* [What you have to do]: The answer should be each line of the records that contains the word "italic"; please copy them all.

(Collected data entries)
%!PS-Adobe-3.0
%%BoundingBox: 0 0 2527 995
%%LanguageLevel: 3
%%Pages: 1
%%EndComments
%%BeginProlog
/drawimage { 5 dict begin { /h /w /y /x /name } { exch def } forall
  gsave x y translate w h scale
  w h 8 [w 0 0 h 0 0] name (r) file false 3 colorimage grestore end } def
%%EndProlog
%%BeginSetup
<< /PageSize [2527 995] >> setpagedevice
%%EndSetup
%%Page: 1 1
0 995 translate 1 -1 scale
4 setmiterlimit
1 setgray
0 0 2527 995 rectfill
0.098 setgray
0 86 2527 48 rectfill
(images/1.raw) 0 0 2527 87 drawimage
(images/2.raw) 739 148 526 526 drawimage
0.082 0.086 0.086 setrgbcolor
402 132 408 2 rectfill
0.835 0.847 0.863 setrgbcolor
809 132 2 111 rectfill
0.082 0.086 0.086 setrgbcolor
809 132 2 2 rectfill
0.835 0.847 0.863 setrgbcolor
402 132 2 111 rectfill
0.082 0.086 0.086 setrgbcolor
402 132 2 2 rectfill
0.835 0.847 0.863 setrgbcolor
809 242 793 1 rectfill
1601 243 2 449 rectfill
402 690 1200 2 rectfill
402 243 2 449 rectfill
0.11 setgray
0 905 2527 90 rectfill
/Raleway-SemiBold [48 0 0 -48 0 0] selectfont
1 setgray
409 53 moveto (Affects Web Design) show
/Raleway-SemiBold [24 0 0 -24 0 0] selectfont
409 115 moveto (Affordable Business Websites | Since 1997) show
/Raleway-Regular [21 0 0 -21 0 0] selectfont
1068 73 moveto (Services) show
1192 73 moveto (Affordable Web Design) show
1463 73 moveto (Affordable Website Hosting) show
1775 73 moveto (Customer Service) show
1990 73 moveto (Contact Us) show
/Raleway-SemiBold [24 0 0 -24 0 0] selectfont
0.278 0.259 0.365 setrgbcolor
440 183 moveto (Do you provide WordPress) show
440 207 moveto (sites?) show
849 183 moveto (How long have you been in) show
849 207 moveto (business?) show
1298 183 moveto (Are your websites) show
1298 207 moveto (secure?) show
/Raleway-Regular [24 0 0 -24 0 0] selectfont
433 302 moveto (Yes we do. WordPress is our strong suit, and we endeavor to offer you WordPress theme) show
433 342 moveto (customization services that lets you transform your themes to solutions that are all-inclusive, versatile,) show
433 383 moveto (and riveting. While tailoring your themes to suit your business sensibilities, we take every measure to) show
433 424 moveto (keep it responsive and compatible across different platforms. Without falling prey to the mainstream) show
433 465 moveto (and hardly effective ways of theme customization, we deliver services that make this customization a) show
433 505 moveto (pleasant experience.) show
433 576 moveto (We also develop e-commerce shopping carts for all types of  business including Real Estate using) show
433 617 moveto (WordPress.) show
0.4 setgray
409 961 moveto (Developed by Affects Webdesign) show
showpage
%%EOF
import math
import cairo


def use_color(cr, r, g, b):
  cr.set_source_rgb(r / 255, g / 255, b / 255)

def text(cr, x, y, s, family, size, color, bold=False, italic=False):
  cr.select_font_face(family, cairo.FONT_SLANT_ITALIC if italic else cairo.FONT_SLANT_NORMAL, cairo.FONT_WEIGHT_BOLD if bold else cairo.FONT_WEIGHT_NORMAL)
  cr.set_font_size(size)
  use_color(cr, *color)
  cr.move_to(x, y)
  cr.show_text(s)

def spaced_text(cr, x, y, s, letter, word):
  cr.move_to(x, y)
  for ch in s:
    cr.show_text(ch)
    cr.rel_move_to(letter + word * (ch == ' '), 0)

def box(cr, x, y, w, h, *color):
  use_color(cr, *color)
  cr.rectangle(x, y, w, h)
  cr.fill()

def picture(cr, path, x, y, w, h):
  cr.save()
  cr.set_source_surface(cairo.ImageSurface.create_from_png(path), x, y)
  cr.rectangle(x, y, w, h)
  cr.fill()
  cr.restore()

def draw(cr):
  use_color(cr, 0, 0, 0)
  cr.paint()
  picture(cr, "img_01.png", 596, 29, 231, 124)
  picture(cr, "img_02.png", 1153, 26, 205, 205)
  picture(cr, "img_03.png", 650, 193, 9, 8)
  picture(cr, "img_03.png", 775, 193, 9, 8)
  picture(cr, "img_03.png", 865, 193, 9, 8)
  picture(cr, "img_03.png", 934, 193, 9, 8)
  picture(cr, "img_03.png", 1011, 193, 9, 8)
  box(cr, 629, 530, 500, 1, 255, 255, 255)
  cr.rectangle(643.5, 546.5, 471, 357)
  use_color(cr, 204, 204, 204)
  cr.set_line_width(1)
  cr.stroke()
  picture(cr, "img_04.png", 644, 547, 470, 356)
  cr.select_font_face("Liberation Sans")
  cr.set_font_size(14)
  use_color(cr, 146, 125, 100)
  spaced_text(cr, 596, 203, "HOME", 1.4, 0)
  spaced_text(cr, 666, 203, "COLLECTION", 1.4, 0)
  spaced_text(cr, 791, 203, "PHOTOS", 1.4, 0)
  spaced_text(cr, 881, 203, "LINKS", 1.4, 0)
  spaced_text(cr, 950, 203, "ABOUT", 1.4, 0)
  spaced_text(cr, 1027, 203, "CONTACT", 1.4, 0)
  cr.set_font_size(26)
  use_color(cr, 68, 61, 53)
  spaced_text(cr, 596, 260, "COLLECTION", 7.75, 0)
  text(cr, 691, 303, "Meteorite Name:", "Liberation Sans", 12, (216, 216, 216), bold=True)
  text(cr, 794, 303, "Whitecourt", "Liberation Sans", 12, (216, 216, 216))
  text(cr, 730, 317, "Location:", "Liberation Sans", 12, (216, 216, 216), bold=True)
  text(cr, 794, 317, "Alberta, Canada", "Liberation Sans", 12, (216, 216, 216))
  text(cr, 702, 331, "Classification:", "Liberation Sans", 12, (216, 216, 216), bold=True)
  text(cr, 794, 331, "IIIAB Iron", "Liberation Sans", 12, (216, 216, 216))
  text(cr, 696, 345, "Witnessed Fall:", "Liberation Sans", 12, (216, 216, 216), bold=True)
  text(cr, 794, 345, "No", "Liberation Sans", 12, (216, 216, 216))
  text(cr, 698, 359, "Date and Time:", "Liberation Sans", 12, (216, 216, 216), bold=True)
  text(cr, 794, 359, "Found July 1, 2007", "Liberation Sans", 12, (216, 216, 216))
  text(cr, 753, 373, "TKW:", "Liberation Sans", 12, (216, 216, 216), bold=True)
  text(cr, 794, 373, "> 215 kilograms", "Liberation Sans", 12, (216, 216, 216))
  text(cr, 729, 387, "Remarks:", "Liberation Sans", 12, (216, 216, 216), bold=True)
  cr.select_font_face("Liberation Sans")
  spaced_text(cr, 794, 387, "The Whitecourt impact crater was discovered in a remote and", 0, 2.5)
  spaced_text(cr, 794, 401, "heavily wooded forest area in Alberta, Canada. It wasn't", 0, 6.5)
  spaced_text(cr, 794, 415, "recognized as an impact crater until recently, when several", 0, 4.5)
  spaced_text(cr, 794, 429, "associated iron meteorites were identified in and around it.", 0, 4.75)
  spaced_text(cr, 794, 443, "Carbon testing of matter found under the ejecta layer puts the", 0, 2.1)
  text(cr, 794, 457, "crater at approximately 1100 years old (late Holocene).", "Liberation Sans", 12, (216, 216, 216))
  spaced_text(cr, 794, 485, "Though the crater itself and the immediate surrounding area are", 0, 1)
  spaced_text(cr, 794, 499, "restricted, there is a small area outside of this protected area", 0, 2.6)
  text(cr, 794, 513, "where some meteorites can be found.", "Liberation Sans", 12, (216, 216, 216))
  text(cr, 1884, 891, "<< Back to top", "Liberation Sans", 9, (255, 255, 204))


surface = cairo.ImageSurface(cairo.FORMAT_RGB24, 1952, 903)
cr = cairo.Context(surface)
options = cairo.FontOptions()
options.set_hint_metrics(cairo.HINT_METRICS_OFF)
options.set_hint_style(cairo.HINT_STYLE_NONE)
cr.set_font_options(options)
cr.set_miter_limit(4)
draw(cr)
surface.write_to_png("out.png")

* [Result below]:
def text(cr, x, y, s, family, size, color, bold=False, italic=False):
  cr.select_font_face(family, cairo.FONT_SLANT_ITALIC if italic else cairo.FONT_SLANT_NORMAL, cairo.FONT_WEIGHT_BOLD if bold else cairo.FONT_WEIGHT_NORMAL)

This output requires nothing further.